*** Opening DATA FOR ANALYSIS ***

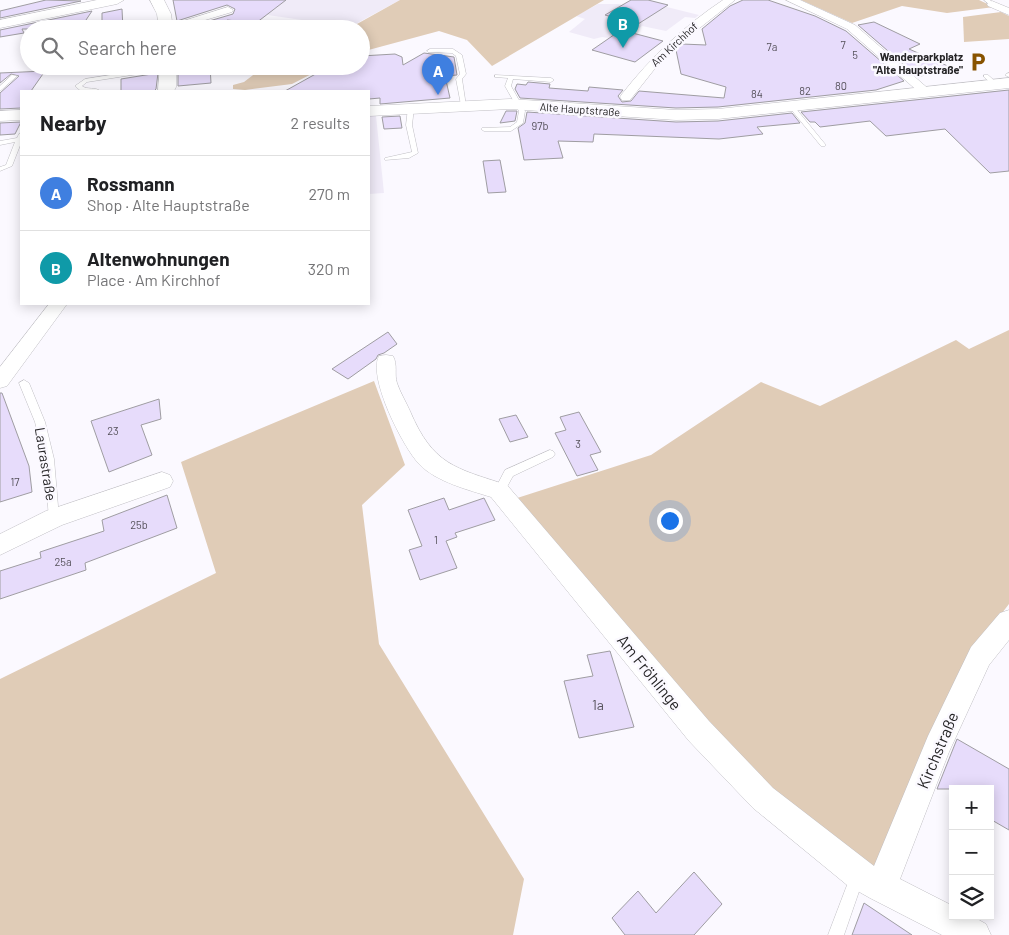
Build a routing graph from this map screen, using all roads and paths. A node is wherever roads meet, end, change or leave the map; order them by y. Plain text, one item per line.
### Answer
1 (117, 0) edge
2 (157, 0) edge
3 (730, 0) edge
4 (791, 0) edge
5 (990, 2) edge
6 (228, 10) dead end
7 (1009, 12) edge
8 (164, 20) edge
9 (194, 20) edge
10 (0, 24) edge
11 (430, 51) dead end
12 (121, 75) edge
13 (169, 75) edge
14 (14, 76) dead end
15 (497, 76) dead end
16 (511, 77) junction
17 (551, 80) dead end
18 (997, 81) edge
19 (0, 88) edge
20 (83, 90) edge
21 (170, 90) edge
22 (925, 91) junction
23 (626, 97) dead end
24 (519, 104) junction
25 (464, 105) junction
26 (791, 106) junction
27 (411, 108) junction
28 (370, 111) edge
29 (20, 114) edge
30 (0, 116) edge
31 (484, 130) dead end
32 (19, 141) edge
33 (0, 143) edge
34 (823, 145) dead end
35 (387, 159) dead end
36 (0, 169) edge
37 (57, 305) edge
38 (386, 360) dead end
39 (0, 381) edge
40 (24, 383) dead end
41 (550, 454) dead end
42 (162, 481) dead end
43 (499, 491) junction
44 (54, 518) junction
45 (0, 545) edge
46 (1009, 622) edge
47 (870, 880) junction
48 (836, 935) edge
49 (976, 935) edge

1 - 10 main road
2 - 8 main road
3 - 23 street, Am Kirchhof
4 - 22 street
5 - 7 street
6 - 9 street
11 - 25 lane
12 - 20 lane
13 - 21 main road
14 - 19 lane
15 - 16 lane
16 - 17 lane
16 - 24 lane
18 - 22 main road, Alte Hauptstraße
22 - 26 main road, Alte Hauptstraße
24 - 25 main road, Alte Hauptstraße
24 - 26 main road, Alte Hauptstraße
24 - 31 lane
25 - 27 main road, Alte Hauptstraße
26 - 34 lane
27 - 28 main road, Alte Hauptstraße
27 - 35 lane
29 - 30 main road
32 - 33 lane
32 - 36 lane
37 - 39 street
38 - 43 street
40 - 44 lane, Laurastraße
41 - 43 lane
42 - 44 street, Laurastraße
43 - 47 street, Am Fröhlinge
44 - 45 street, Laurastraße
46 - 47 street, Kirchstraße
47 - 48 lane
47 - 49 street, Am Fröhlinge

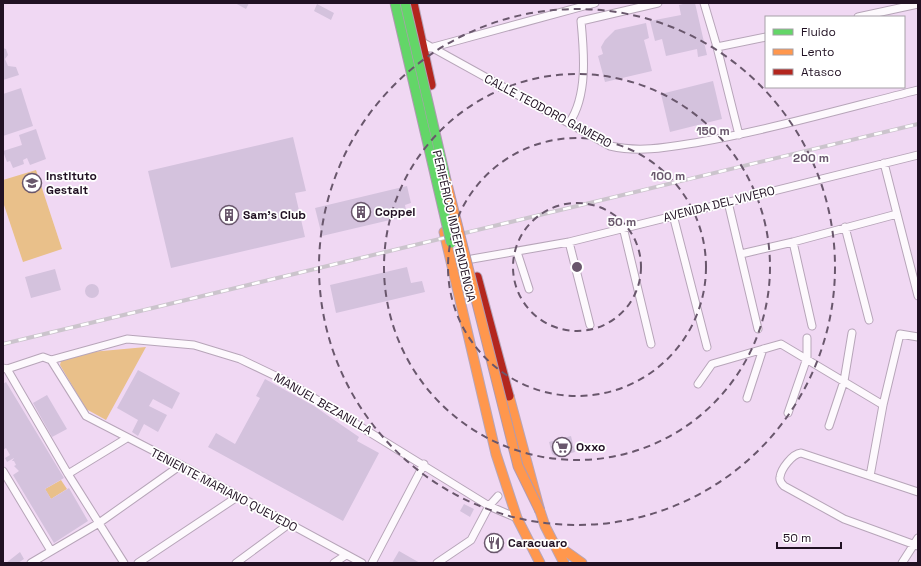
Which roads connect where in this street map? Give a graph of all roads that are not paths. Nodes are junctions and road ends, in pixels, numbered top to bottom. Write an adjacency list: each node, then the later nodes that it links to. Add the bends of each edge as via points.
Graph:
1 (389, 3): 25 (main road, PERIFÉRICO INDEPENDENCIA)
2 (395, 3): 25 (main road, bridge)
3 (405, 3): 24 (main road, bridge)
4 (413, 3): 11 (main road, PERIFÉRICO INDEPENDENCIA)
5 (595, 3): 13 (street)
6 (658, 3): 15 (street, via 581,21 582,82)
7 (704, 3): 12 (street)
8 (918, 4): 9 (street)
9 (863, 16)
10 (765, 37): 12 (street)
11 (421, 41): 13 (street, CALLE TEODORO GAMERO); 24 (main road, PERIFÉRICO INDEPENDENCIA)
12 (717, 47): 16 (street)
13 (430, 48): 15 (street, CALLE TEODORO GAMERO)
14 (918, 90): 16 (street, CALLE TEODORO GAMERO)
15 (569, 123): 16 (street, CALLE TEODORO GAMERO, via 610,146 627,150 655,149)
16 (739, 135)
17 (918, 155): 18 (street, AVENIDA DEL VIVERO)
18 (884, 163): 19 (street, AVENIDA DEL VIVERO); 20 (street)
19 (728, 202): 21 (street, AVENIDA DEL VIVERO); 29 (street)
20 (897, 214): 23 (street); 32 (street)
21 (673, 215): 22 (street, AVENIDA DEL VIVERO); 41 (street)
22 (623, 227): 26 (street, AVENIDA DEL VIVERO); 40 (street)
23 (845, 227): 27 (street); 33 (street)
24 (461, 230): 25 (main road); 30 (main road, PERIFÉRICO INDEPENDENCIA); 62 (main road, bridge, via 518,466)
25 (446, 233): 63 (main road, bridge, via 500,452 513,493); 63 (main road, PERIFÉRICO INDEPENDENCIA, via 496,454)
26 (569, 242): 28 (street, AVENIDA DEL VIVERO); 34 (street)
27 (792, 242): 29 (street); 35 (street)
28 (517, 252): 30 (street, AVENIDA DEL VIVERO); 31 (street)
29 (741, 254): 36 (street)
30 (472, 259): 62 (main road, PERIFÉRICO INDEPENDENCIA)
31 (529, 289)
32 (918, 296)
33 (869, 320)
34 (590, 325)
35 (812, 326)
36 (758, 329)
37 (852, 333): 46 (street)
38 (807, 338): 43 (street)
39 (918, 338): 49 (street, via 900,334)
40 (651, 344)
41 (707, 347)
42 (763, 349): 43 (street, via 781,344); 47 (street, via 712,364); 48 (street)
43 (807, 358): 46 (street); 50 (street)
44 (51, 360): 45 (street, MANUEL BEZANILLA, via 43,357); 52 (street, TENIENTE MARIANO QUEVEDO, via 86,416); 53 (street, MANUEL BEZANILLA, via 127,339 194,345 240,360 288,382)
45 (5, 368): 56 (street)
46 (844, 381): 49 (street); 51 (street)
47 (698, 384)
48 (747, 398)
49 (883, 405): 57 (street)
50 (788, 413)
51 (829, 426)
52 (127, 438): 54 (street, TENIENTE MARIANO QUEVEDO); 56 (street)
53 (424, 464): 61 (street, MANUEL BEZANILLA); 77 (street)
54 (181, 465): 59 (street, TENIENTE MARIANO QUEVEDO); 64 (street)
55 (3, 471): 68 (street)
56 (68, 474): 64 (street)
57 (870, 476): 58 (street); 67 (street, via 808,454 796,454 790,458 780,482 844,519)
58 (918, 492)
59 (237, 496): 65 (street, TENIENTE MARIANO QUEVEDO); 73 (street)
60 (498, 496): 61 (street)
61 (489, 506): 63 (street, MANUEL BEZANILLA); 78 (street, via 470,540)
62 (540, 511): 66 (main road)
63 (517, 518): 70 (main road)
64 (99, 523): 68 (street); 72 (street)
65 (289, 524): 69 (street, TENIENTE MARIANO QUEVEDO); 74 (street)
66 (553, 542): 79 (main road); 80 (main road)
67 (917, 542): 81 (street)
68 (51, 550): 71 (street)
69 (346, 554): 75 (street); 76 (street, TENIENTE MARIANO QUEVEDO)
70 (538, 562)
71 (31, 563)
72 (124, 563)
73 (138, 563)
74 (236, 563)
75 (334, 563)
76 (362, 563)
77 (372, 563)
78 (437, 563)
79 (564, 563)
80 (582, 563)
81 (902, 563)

*** Closing DATA FOR ANALYSIS ***

The records must be restated word for word, apart from any images.

Build a routing graph from this map screen, using all roads and paths. A node is wherever roads meet, end, change or leave the map; order them by y. Plain text, one item per line.
### Answer
1 (117, 0) edge
2 (157, 0) edge
3 (730, 0) edge
4 (791, 0) edge
5 (990, 2) edge
6 (228, 10) dead end
7 (1009, 12) edge
8 (164, 20) edge
9 (194, 20) edge
10 (0, 24) edge
11 (430, 51) dead end
12 (121, 75) edge
13 (169, 75) edge
14 (14, 76) dead end
15 (497, 76) dead end
16 (511, 77) junction
17 (551, 80) dead end
18 (997, 81) edge
19 (0, 88) edge
20 (83, 90) edge
21 (170, 90) edge
22 (925, 91) junction
23 (626, 97) dead end
24 (519, 104) junction
25 (464, 105) junction
26 (791, 106) junction
27 (411, 108) junction
28 (370, 111) edge
29 (20, 114) edge
30 (0, 116) edge
31 (484, 130) dead end
32 (19, 141) edge
33 (0, 143) edge
34 (823, 145) dead end
35 (387, 159) dead end
36 (0, 169) edge
37 (57, 305) edge
38 (386, 360) dead end
39 (0, 381) edge
40 (24, 383) dead end
41 (550, 454) dead end
42 (162, 481) dead end
43 (499, 491) junction
44 (54, 518) junction
45 (0, 545) edge
46 (1009, 622) edge
47 (870, 880) junction
48 (836, 935) edge
49 (976, 935) edge

1 - 10 main road
2 - 8 main road
3 - 23 street, Am Kirchhof
4 - 22 street
5 - 7 street
6 - 9 street
11 - 25 lane
12 - 20 lane
13 - 21 main road
14 - 19 lane
15 - 16 lane
16 - 17 lane
16 - 24 lane
18 - 22 main road, Alte Hauptstraße
22 - 26 main road, Alte Hauptstraße
24 - 25 main road, Alte Hauptstraße
24 - 26 main road, Alte Hauptstraße
24 - 31 lane
25 - 27 main road, Alte Hauptstraße
26 - 34 lane
27 - 28 main road, Alte Hauptstraße
27 - 35 lane
29 - 30 main road
32 - 33 lane
32 - 36 lane
37 - 39 street
38 - 43 street
40 - 44 lane, Laurastraße
41 - 43 lane
42 - 44 street, Laurastraße
43 - 47 street, Am Fröhlinge
44 - 45 street, Laurastraße
46 - 47 street, Kirchstraße
47 - 48 lane
47 - 49 street, Am Fröhlinge

Which roads connect where in this street map? Give a graph of all roads that are not paths. Nodes are junctions and road ends, in pixels, numbered top to bottom. Write an adjacency list: each node, then the later nodes that it links to. Add the bends of each edge as via points.
Graph:
1 (389, 3): 25 (main road, PERIFÉRICO INDEPENDENCIA)
2 (395, 3): 25 (main road, bridge)
3 (405, 3): 24 (main road, bridge)
4 (413, 3): 11 (main road, PERIFÉRICO INDEPENDENCIA)
5 (595, 3): 13 (street)
6 (658, 3): 15 (street, via 581,21 582,82)
7 (704, 3): 12 (street)
8 (918, 4): 9 (street)
9 (863, 16)
10 (765, 37): 12 (street)
11 (421, 41): 13 (street, CALLE TEODORO GAMERO); 24 (main road, PERIFÉRICO INDEPENDENCIA)
12 (717, 47): 16 (street)
13 (430, 48): 15 (street, CALLE TEODORO GAMERO)
14 (918, 90): 16 (street, CALLE TEODORO GAMERO)
15 (569, 123): 16 (street, CALLE TEODORO GAMERO, via 610,146 627,150 655,149)
16 (739, 135)
17 (918, 155): 18 (street, AVENIDA DEL VIVERO)
18 (884, 163): 19 (street, AVENIDA DEL VIVERO); 20 (street)
19 (728, 202): 21 (street, AVENIDA DEL VIVERO); 29 (street)
20 (897, 214): 23 (street); 32 (street)
21 (673, 215): 22 (street, AVENIDA DEL VIVERO); 41 (street)
22 (623, 227): 26 (street, AVENIDA DEL VIVERO); 40 (street)
23 (845, 227): 27 (street); 33 (street)
24 (461, 230): 25 (main road); 30 (main road, PERIFÉRICO INDEPENDENCIA); 62 (main road, bridge, via 518,466)
25 (446, 233): 63 (main road, bridge, via 500,452 513,493); 63 (main road, PERIFÉRICO INDEPENDENCIA, via 496,454)
26 (569, 242): 28 (street, AVENIDA DEL VIVERO); 34 (street)
27 (792, 242): 29 (street); 35 (street)
28 (517, 252): 30 (street, AVENIDA DEL VIVERO); 31 (street)
29 (741, 254): 36 (street)
30 (472, 259): 62 (main road, PERIFÉRICO INDEPENDENCIA)
31 (529, 289)
32 (918, 296)
33 (869, 320)
34 (590, 325)
35 (812, 326)
36 (758, 329)
37 (852, 333): 46 (street)
38 (807, 338): 43 (street)
39 (918, 338): 49 (street, via 900,334)
40 (651, 344)
41 (707, 347)
42 (763, 349): 43 (street, via 781,344); 47 (street, via 712,364); 48 (street)
43 (807, 358): 46 (street); 50 (street)
44 (51, 360): 45 (street, MANUEL BEZANILLA, via 43,357); 52 (street, TENIENTE MARIANO QUEVEDO, via 86,416); 53 (street, MANUEL BEZANILLA, via 127,339 194,345 240,360 288,382)
45 (5, 368): 56 (street)
46 (844, 381): 49 (street); 51 (street)
47 (698, 384)
48 (747, 398)
49 (883, 405): 57 (street)
50 (788, 413)
51 (829, 426)
52 (127, 438): 54 (street, TENIENTE MARIANO QUEVEDO); 56 (street)
53 (424, 464): 61 (street, MANUEL BEZANILLA); 77 (street)
54 (181, 465): 59 (street, TENIENTE MARIANO QUEVEDO); 64 (street)
55 (3, 471): 68 (street)
56 (68, 474): 64 (street)
57 (870, 476): 58 (street); 67 (street, via 808,454 796,454 790,458 780,482 844,519)
58 (918, 492)
59 (237, 496): 65 (street, TENIENTE MARIANO QUEVEDO); 73 (street)
60 (498, 496): 61 (street)
61 (489, 506): 63 (street, MANUEL BEZANILLA); 78 (street, via 470,540)
62 (540, 511): 66 (main road)
63 (517, 518): 70 (main road)
64 (99, 523): 68 (street); 72 (street)
65 (289, 524): 69 (street, TENIENTE MARIANO QUEVEDO); 74 (street)
66 (553, 542): 79 (main road); 80 (main road)
67 (917, 542): 81 (street)
68 (51, 550): 71 (street)
69 (346, 554): 75 (street); 76 (street, TENIENTE MARIANO QUEVEDO)
70 (538, 562)
71 (31, 563)
72 (124, 563)
73 (138, 563)
74 (236, 563)
75 (334, 563)
76 (362, 563)
77 (372, 563)
78 (437, 563)
79 (564, 563)
80 (582, 563)
81 (902, 563)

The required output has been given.